### Assigned task
Your response should give back each record exactly, word for word.

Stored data
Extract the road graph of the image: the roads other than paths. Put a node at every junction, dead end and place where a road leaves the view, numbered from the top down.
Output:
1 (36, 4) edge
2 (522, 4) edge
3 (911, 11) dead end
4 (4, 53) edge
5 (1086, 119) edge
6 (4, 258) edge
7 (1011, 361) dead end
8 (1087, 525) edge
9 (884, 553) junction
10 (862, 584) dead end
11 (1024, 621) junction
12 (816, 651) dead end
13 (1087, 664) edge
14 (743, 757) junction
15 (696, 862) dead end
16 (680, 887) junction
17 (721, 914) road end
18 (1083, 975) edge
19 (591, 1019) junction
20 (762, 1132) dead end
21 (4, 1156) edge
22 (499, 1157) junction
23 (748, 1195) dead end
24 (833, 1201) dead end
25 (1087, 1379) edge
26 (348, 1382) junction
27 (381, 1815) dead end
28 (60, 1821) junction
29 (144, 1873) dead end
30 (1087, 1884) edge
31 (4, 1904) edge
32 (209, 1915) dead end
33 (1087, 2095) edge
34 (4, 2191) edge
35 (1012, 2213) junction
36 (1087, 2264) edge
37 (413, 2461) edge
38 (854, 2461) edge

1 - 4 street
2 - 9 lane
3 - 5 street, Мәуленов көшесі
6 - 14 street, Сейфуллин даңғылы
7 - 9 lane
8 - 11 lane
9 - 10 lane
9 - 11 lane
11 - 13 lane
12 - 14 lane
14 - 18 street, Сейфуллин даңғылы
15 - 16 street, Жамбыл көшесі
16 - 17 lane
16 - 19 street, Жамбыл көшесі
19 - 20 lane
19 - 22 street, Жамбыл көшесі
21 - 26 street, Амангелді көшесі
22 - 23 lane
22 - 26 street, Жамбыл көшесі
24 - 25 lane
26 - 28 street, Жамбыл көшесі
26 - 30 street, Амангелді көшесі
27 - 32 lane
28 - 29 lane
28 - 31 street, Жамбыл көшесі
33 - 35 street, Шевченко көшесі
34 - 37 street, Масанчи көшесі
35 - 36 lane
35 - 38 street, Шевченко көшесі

### Response below
Extract the road graph of the image: the roads other than paths. Put a node at every junction, dead end and place where a road leaves the view, numbered from the top down.
Output:
1 (36, 4) edge
2 (522, 4) edge
3 (911, 11) dead end
4 (4, 53) edge
5 (1086, 119) edge
6 (4, 258) edge
7 (1011, 361) dead end
8 (1087, 525) edge
9 (884, 553) junction
10 (862, 584) dead end
11 (1024, 621) junction
12 (816, 651) dead end
13 (1087, 664) edge
14 (743, 757) junction
15 (696, 862) dead end
16 (680, 887) junction
17 (721, 914) road end
18 (1083, 975) edge
19 (591, 1019) junction
20 (762, 1132) dead end
21 (4, 1156) edge
22 (499, 1157) junction
23 (748, 1195) dead end
24 (833, 1201) dead end
25 (1087, 1379) edge
26 (348, 1382) junction
27 (381, 1815) dead end
28 (60, 1821) junction
29 (144, 1873) dead end
30 (1087, 1884) edge
31 (4, 1904) edge
32 (209, 1915) dead end
33 (1087, 2095) edge
34 (4, 2191) edge
35 (1012, 2213) junction
36 (1087, 2264) edge
37 (413, 2461) edge
38 (854, 2461) edge

1 - 4 street
2 - 9 lane
3 - 5 street, Мәуленов көшесі
6 - 14 street, Сейфуллин даңғылы
7 - 9 lane
8 - 11 lane
9 - 10 lane
9 - 11 lane
11 - 13 lane
12 - 14 lane
14 - 18 street, Сейфуллин даңғылы
15 - 16 street, Жамбыл көшесі
16 - 17 lane
16 - 19 street, Жамбыл көшесі
19 - 20 lane
19 - 22 street, Жамбыл көшесі
21 - 26 street, Амангелді көшесі
22 - 23 lane
22 - 26 street, Жамбыл көшесі
24 - 25 lane
26 - 28 street, Жамбыл көшесі
26 - 30 street, Амангелді көшесі
27 - 32 lane
28 - 29 lane
28 - 31 street, Жамбыл көшесі
33 - 35 street, Шевченко көшесі
34 - 37 street, Масанчи көшесі
35 - 36 lane
35 - 38 street, Шевченко көшесі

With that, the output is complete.